Kehadiran jajaran pimpinan dari tiga pilar utama Samsat tersebut menegaskan adanya sinergi yang solid untuk terus meningkatkan standar layanan publik. Fokus utama dari kerja sama ini adalah menciptakan integrasi teknologi yang tidak hanya efisien, tetapi juga mengedepankan transparansi bagi seluruh wajib pajak. Dengan pemanfaatan inovasi digital, diharapkan proses administrasi kendaraan menjadi lebih akuntabel dan mudah dipantau oleh masyarakat.
Dalam pertemuan tersebut, agenda utama difokuskan pada evaluasi menyeluruh terhadap performa aplikasi SIGNAL di wilayah Sulsel dan Sulbar selama periode berjalan.
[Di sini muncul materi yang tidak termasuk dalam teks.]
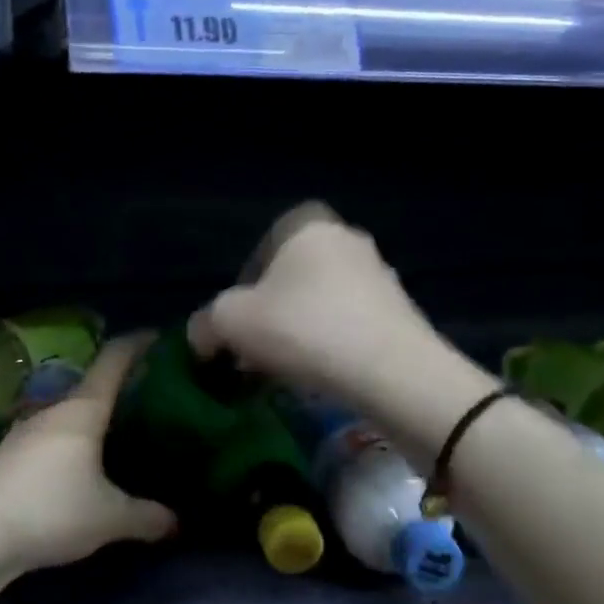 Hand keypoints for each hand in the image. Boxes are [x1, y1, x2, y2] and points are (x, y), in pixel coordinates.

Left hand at [0, 332, 175, 574]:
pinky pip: (52, 436)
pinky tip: (82, 464)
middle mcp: (53, 410)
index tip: (159, 337)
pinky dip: (73, 440)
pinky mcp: (9, 456)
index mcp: (82, 410)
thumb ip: (147, 517)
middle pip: (92, 386)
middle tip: (151, 395)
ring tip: (120, 431)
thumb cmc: (49, 510)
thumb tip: (177, 521)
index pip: (113, 361)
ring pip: (69, 413)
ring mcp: (25, 432)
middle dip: (120, 386)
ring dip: (93, 416)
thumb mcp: (108, 518)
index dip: (137, 344)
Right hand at [188, 201, 447, 418]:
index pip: (266, 242)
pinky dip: (331, 346)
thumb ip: (205, 324)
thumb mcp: (231, 322)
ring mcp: (381, 277)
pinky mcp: (401, 315)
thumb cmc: (303, 328)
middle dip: (272, 310)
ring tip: (285, 369)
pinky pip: (351, 325)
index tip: (239, 317)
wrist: (392, 372)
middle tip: (256, 347)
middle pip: (295, 276)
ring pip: (323, 302)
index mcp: (309, 226)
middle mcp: (348, 241)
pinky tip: (320, 377)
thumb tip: (202, 338)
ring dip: (301, 330)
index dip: (246, 280) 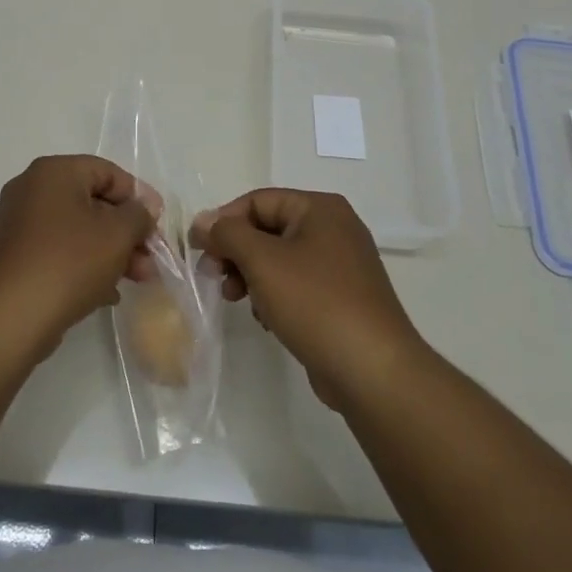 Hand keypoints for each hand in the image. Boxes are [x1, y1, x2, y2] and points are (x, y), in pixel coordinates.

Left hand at [0, 156, 156, 360]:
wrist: (10, 318)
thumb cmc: (68, 263)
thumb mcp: (117, 234)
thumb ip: (138, 215)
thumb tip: (143, 209)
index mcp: (54, 172)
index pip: (108, 172)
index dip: (139, 197)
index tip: (159, 226)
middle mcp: (32, 189)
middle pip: (94, 202)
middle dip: (128, 231)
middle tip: (152, 259)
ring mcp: (20, 224)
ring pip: (79, 230)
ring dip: (112, 251)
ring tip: (139, 280)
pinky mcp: (16, 256)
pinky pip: (60, 251)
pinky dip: (86, 265)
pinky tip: (108, 293)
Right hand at [192, 189, 423, 408]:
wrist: (372, 370)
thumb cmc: (315, 303)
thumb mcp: (262, 261)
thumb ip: (227, 234)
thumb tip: (202, 220)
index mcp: (320, 208)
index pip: (258, 201)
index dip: (223, 221)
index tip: (198, 250)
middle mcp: (334, 228)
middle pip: (268, 228)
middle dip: (236, 252)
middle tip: (214, 277)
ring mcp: (341, 265)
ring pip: (279, 259)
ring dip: (251, 275)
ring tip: (236, 300)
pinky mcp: (341, 298)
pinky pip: (296, 284)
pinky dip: (274, 295)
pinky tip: (266, 318) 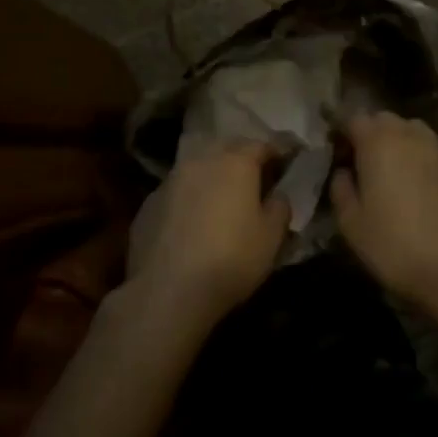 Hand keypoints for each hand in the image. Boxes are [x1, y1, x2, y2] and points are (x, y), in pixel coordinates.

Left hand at [126, 142, 290, 326]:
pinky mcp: (148, 204)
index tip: (290, 159)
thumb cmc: (231, 259)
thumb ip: (280, 206)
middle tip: (257, 175)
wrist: (167, 292)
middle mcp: (200, 161)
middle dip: (243, 157)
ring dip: (213, 175)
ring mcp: (169, 181)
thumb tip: (277, 195)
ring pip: (198, 167)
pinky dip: (190, 198)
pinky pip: (177, 191)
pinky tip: (193, 221)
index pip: (262, 145)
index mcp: (235, 162)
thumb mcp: (272, 236)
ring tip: (223, 197)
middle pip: (226, 148)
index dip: (279, 151)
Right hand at [330, 113, 437, 306]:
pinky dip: (421, 158)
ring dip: (398, 142)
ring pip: (413, 131)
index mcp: (378, 141)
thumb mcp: (352, 224)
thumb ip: (341, 190)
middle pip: (384, 120)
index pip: (352, 118)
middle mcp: (411, 134)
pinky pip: (433, 151)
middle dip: (369, 133)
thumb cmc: (396, 245)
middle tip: (360, 162)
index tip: (333, 149)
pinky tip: (420, 185)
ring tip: (391, 172)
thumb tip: (343, 172)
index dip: (339, 130) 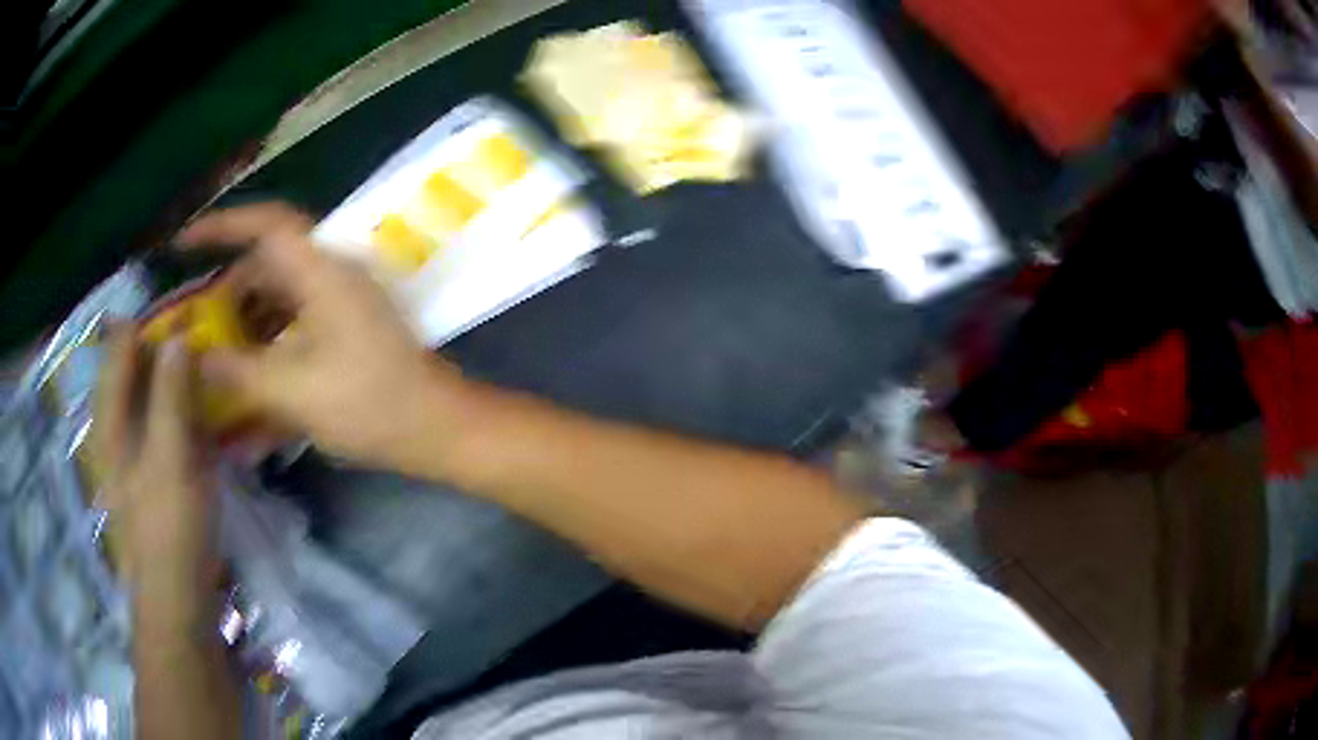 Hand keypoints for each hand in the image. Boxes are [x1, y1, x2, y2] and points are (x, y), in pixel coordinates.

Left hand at [92, 330, 217, 616]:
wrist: (178, 601)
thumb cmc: (169, 529)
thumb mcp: (171, 459)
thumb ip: (171, 395)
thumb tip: (178, 336)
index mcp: (110, 417)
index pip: (121, 344)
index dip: (150, 321)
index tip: (189, 310)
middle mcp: (116, 426)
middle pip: (135, 367)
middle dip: (166, 348)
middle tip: (207, 336)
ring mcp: (134, 452)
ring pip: (151, 395)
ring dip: (177, 380)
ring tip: (211, 369)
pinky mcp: (153, 474)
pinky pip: (165, 425)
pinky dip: (183, 412)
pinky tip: (207, 416)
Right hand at [176, 202, 472, 474]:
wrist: (437, 428)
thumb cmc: (368, 404)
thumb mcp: (292, 391)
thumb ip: (237, 371)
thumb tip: (195, 357)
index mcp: (320, 271)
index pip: (266, 224)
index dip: (222, 225)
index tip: (184, 241)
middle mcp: (331, 274)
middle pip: (268, 264)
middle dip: (229, 292)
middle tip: (199, 326)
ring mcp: (342, 300)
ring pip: (281, 294)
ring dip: (248, 320)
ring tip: (219, 357)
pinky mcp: (348, 326)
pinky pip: (298, 319)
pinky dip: (271, 338)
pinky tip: (253, 373) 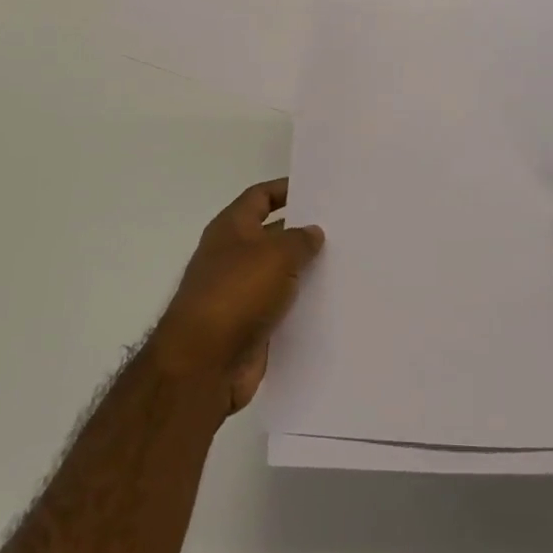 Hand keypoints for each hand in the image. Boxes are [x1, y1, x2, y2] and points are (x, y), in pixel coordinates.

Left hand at [151, 178, 323, 413]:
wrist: (204, 363)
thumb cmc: (236, 293)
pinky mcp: (250, 326)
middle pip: (272, 235)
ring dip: (306, 271)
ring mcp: (240, 293)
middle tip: (344, 229)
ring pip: (280, 274)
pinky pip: (281, 307)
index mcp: (231, 228)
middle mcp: (233, 256)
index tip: (317, 189)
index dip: (285, 190)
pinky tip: (333, 303)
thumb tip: (312, 232)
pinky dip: (302, 304)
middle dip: (303, 232)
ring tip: (347, 264)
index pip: (260, 197)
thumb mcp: (275, 255)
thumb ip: (299, 240) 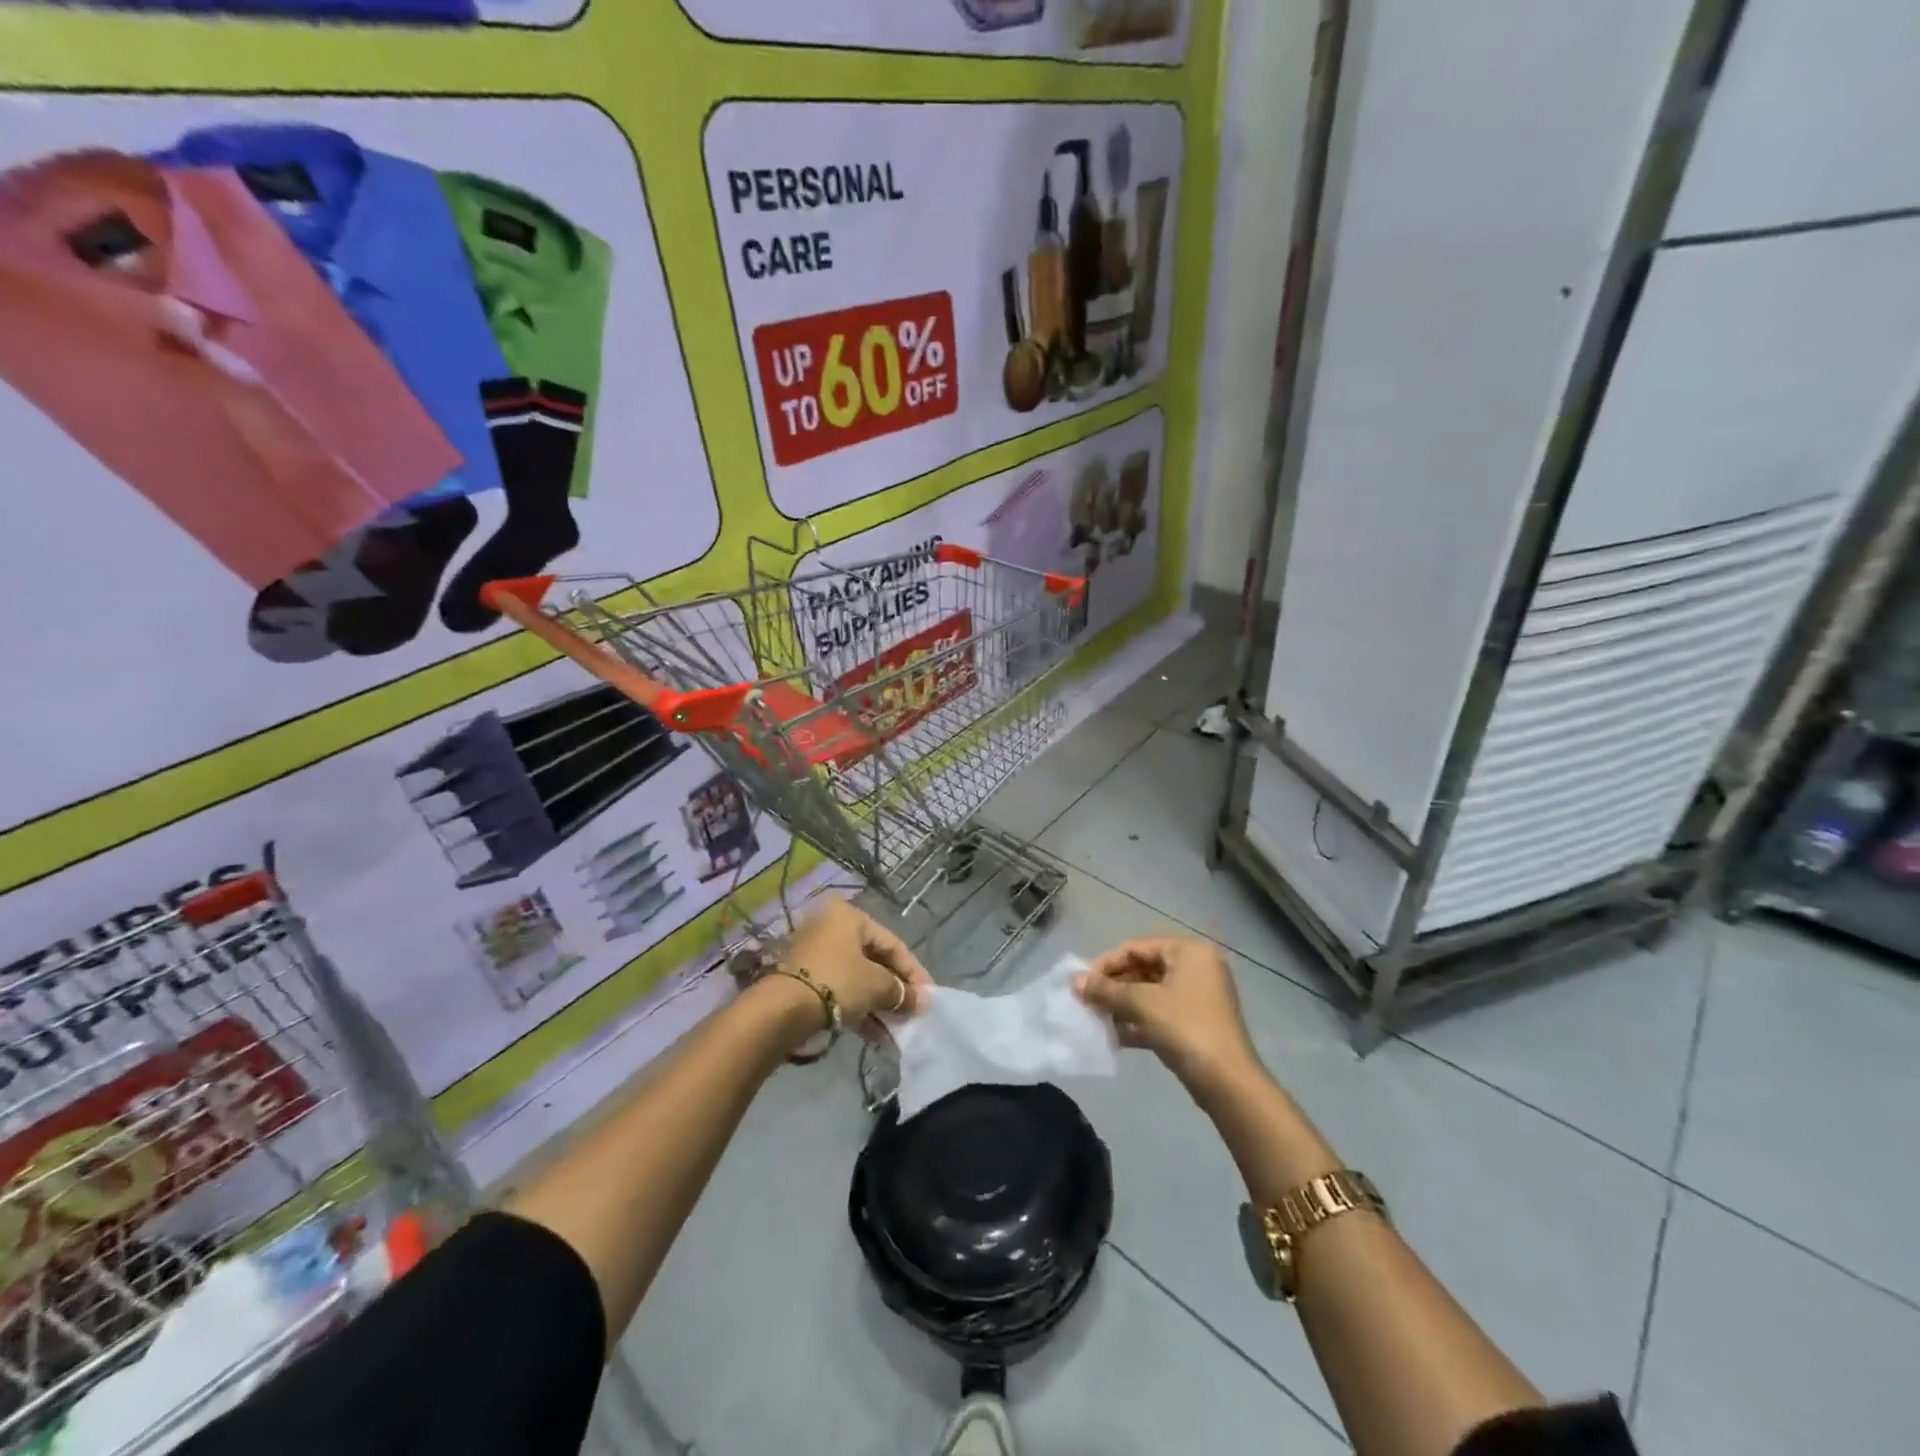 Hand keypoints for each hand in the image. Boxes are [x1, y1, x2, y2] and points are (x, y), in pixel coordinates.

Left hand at [779, 896, 930, 1037]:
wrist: (782, 1010)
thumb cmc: (837, 982)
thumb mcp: (876, 985)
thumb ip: (902, 992)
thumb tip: (922, 1001)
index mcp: (849, 916)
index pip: (893, 943)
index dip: (914, 972)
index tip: (928, 996)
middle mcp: (831, 928)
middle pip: (875, 961)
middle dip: (895, 991)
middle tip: (913, 1013)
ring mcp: (816, 955)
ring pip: (858, 980)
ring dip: (880, 1005)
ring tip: (898, 1030)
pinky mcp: (806, 981)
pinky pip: (842, 992)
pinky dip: (860, 1011)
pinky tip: (878, 1037)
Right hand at [1074, 936, 1260, 1096]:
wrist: (1227, 1082)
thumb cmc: (1184, 1027)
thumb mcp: (1141, 1003)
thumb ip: (1106, 990)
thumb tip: (1075, 981)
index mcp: (1188, 951)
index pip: (1136, 947)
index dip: (1105, 963)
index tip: (1081, 981)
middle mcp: (1197, 967)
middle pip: (1144, 969)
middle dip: (1114, 986)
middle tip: (1086, 1001)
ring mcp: (1199, 997)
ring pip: (1151, 993)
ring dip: (1123, 1005)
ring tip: (1096, 1018)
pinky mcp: (1197, 1024)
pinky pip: (1161, 1013)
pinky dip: (1139, 1021)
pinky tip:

Selain evaluasi, para pemangku kepentingan juga merumuskan standarisasi SOP pengiriman dokumen Tanda Bukti Pelunasan Kewajiban Pembayaran (TBPKP).
Hal ini dilakukan untuk menjamin bahwa dokumen fisik dapat diterima oleh masyarakat secara tepat waktu dan aman melalui koordinasi teknis yang melibatkan seluruh UPT Samsat serta pengoptimalan penggunaan Samsat Tools. Di sela kegiatan, Bapak Mulyadi menyampaikan bahwa pengoptimalan aplikasi SIGNAL memegang peranan krusial dalam memberikan kemudahan akses bagi masyarakat untuk membayar PKB dan SWDKLLJ cukup melalui smartphone.
Peningkatan aksesibilitas ini diharapkan mampu mendorong kesadaran dan kepatuhan masyarakat dalam menunaikan kewajibannya. Pada akhirnya, kontribusi masyarakat tersebut akan memperkuat ketersediaan dana perlindungan dasar bagi korban kecelakaan lalu lintas, sebagai wujud pelayanan prima yang modern dan berorientasi pada kepuasan publik.